Floaters Seeing eye floaters or spots before your eyes can appear as specks or strings of black and gray. This generally occurs upon eye movement, but they can also appear when looking at something bright, such as sunlight. They are generally harmless to your field of vision, but larger sized floaters may cast a shadow making it slightly more difficult to see. Experiencing floaters warrants a visit to your eye care professional to make sure that it is not something more serious. If flashes of light or loss of vision are also seen with floaters it could signal something of a more serious nature and requires immediate attention.
The aging process is the most common reason for having eye floaters, but other serious conditions, such as retinal detachment, bleeding in the eye area or a retinal tear could also be occurring.

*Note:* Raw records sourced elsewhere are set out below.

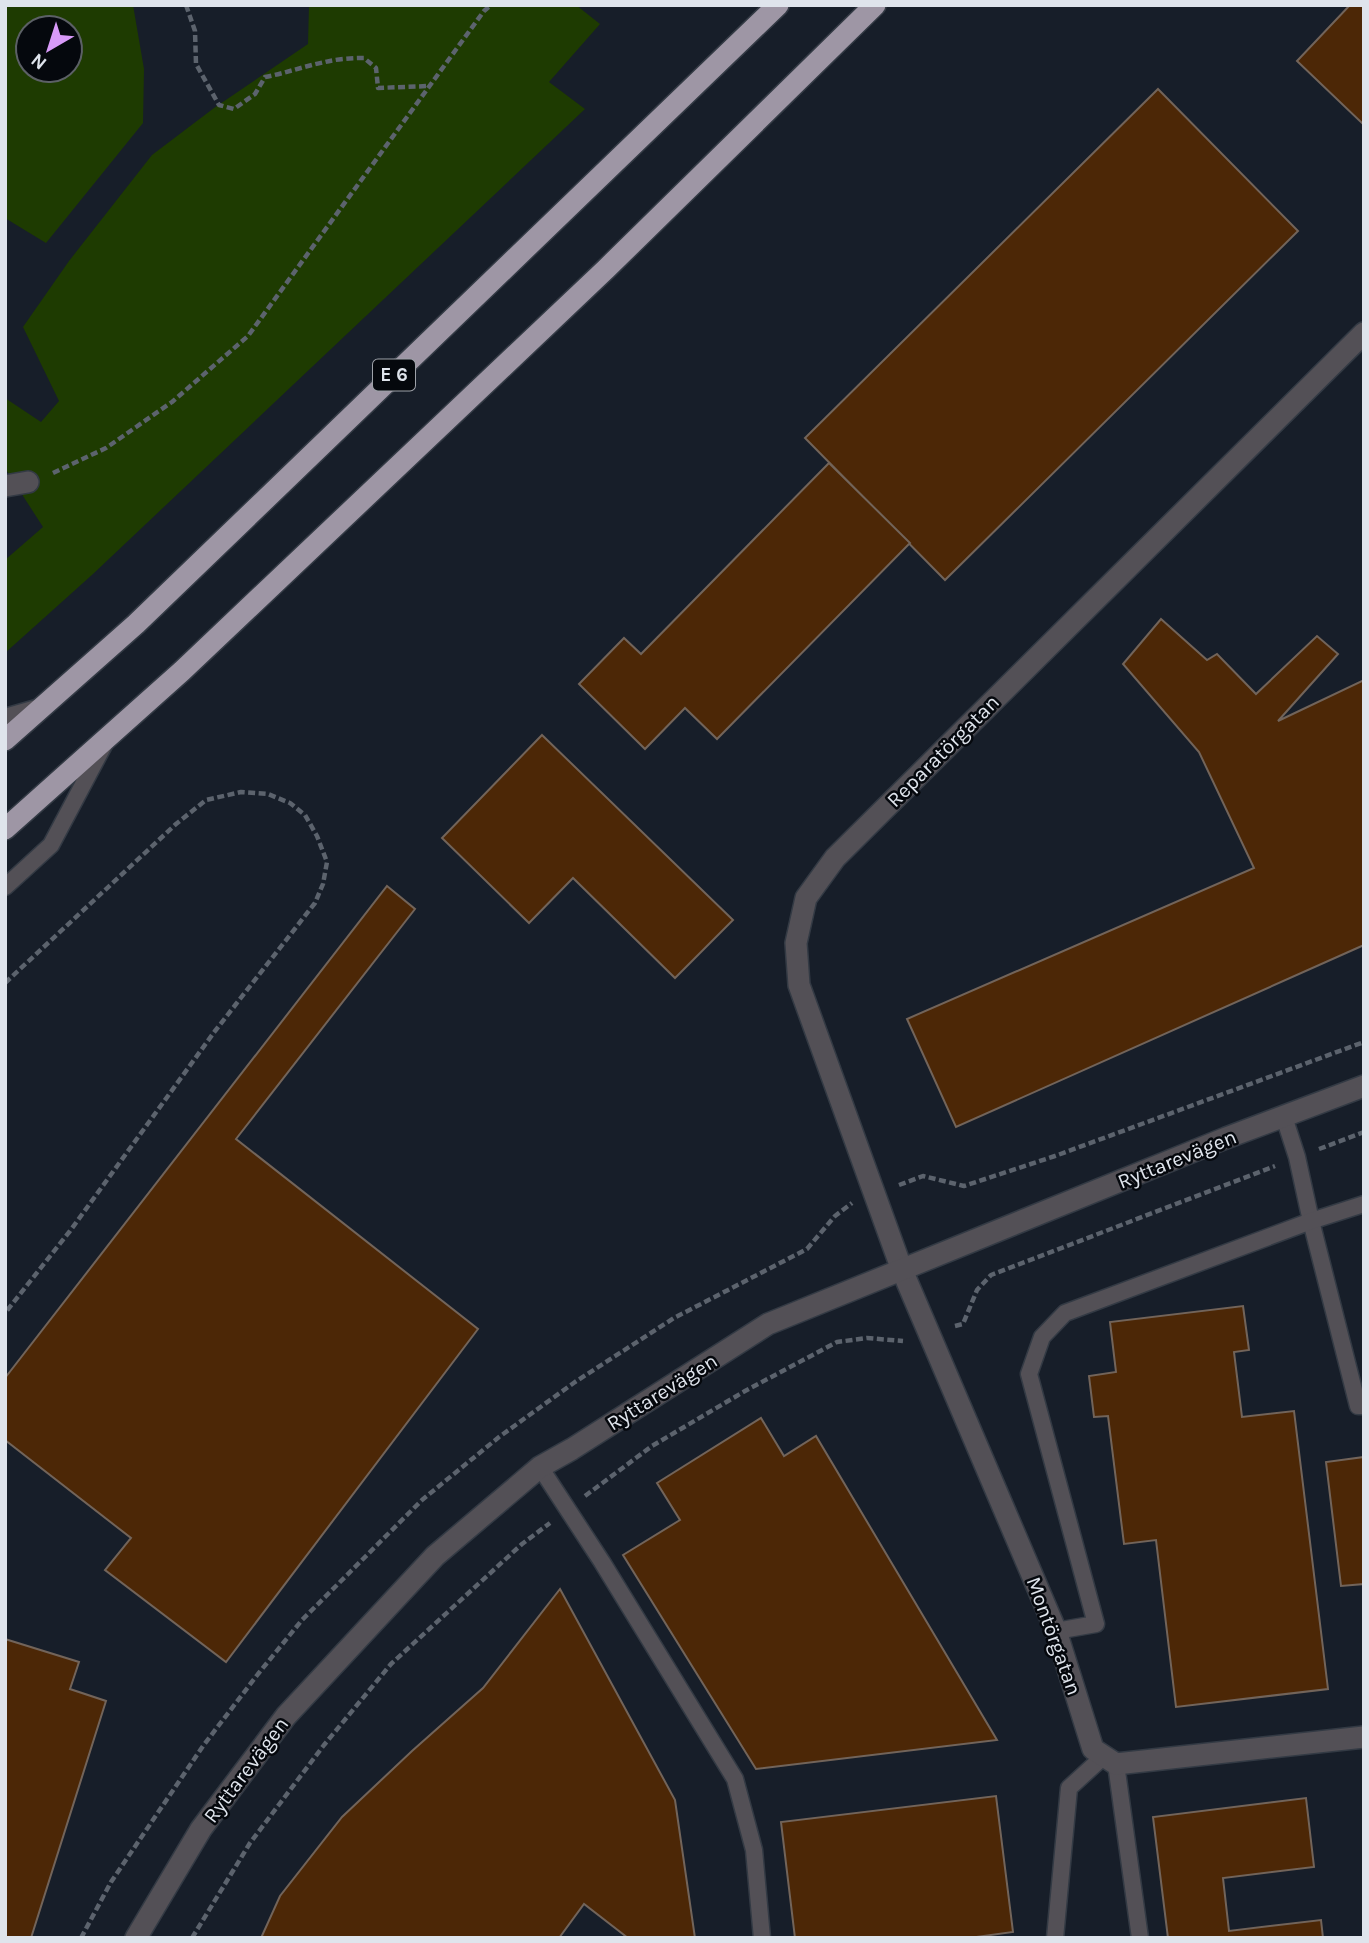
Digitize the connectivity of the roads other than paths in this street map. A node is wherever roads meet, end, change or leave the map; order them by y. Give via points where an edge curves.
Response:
1 (778, 5) edge
2 (875, 5) edge
3 (1364, 333) edge
4 (28, 482) road end
5 (5, 485) edge
6 (43, 707) junction
7 (5, 717) edge
8 (109, 736) junction
9 (5, 740) edge
10 (5, 829) edge
11 (5, 887) edge
12 (1364, 1086) edge
13 (1284, 1117) junction
14 (1364, 1204) edge
15 (1311, 1221) junction
16 (902, 1270) junction
17 (1364, 1406) edge
18 (540, 1467) junction
19 (1056, 1631) junction
20 (1364, 1737) edge
21 (1110, 1760) junction
22 (136, 1938) edge
23 (762, 1938) edge
24 (1055, 1938) edge
25 (1140, 1938) edge

1 - 6 highway, E 6 via 146,614
2 - 8 highway via 606,269
3 - 16 street, Reparatörgatan via 835,858 806,898 796,943 799,985
4 - 5 street
6 - 7 lane
6 - 9 highway, E 6
8 - 10 highway
8 - 11 lane via 51,845
12 - 13 street, Ryttarevägen
13 - 15 lane
13 - 16 street, Ryttarevägen
14 - 15 lane
15 - 17 lane via 1359,1406
15 - 19 lane via 1065,1313 1042,1337 1029,1374 1096,1623
16 - 18 street, Ryttarevägen via 768,1324
16 - 19 street, Montörgatan
18 - 22 street, Ryttarevägen via 435,1556 286,1717 201,1829
18 - 23 lane via 735,1779 754,1850
19 - 21 street, Montörgatan via 1093,1749
20 - 21 street
21 - 24 lane via 1069,1788
21 - 25 lane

The Causes and Effects of Floaters
The cause of eye floaters is a protein known as collagen. The back of the eye contains a gel-like substance known as vitreous humor. As a person ages fibers decrease in size and collect in this area among the vitreous. The changes that take place cause the spots or floaters. Floaters can occur in all ages, but is most prominent between the ages of 50-75. It also affects people who have undergone cataract surgery or those who are nearsighted, as well as other disorders that occur within the eye.
Treatment of Floaters
There is no real treatment for eye floaters, as it is not necessary. Most people become used to them. For some people treatment is necessary, as it impairs their ability to see. This surgery is generally done by removing the vitreous. This surgery does carry the risk of retinal bleeding or tearing though. Laser surgery is also an option to break up the floaters.